Sam wrote this book for—and to, using "you" throughout—Christians expressly. However, the book is a page-turner for anyone, Christian, atheist, or other. And it has one of the sweetest quotes on atheism that I believe I have ever read:

The entirety of atheism is contained in this response. Atheism is not a philosophy; it is not even a view of the world; it is simply a refusal to deny the obvious. In fact, "atheism" is a term that should not even exist. No one ever needs to identify himself as a "non-astrologer" or a "non-alchemist." We do not have words for people who doubt that Elvis is still alive or that aliens have traversed the galaxy only to molest ranchers and their cattle. Atheism is nothing more than the noises reasonable people make in the presence of unjustified religious beliefs. An atheist is simply a person who believes that the 260 million Americans (87 percent of the population) claiming to "never doubt the existence of God" should be obliged to present evidence of his existence—and, indeed, for his benevolence, given the relentless destruction of innocent human beings we witness in the world each day. An atheist is a person who believes that the murder of a single little girl—even once in a million years—casts doubt upon the idea of a benevolent God.

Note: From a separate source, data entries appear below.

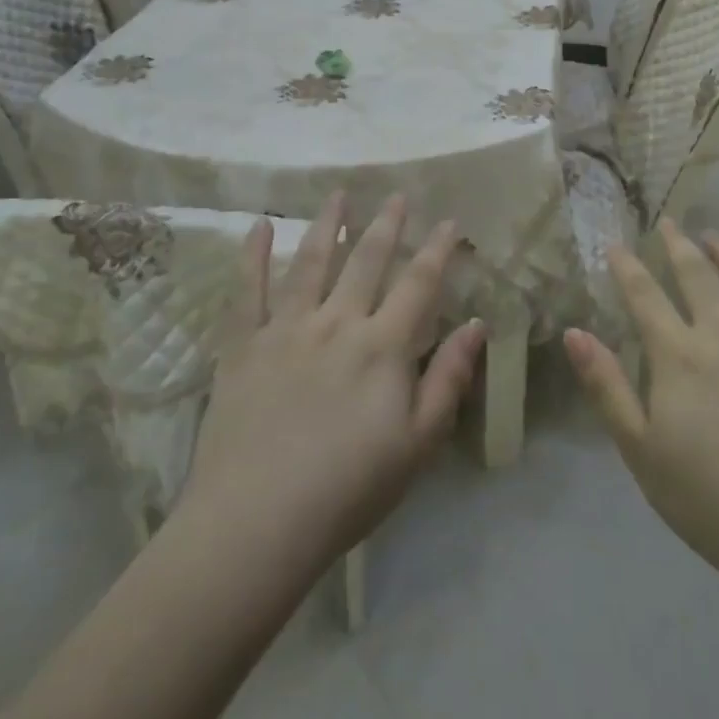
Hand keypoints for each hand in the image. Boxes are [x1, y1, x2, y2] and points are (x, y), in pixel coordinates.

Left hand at [174, 193, 485, 575]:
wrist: (257, 524)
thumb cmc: (349, 489)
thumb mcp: (419, 444)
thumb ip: (449, 379)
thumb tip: (476, 324)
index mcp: (383, 346)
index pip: (418, 283)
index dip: (437, 249)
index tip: (449, 220)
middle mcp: (337, 322)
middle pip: (367, 261)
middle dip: (387, 225)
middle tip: (397, 195)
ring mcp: (286, 329)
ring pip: (312, 262)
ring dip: (329, 224)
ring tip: (339, 194)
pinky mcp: (243, 346)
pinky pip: (248, 290)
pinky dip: (253, 255)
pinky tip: (259, 225)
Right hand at [563, 220, 718, 590]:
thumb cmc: (712, 500)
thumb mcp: (641, 451)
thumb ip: (607, 387)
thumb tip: (574, 332)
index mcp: (680, 355)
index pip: (645, 296)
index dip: (627, 267)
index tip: (615, 244)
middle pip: (697, 275)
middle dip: (678, 245)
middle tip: (668, 222)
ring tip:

"An atheist is a person who believes that the murder of a single little girl—even once in a million years—casts doubt upon the idea of a benevolent God." Can't you taste the sugary satisfaction of gourmet generalizations like this one? Sam, I could not have written it better had I had two more cups of lukewarm coffee. I wish this book had been around when I was in high school, or younger.

Listen, whether you are a devout Christian or a militant atheist, do yourself a huge favor and read this book. There is no conceivable way that you will regret it. Besides, all you have to lose is your ignorance.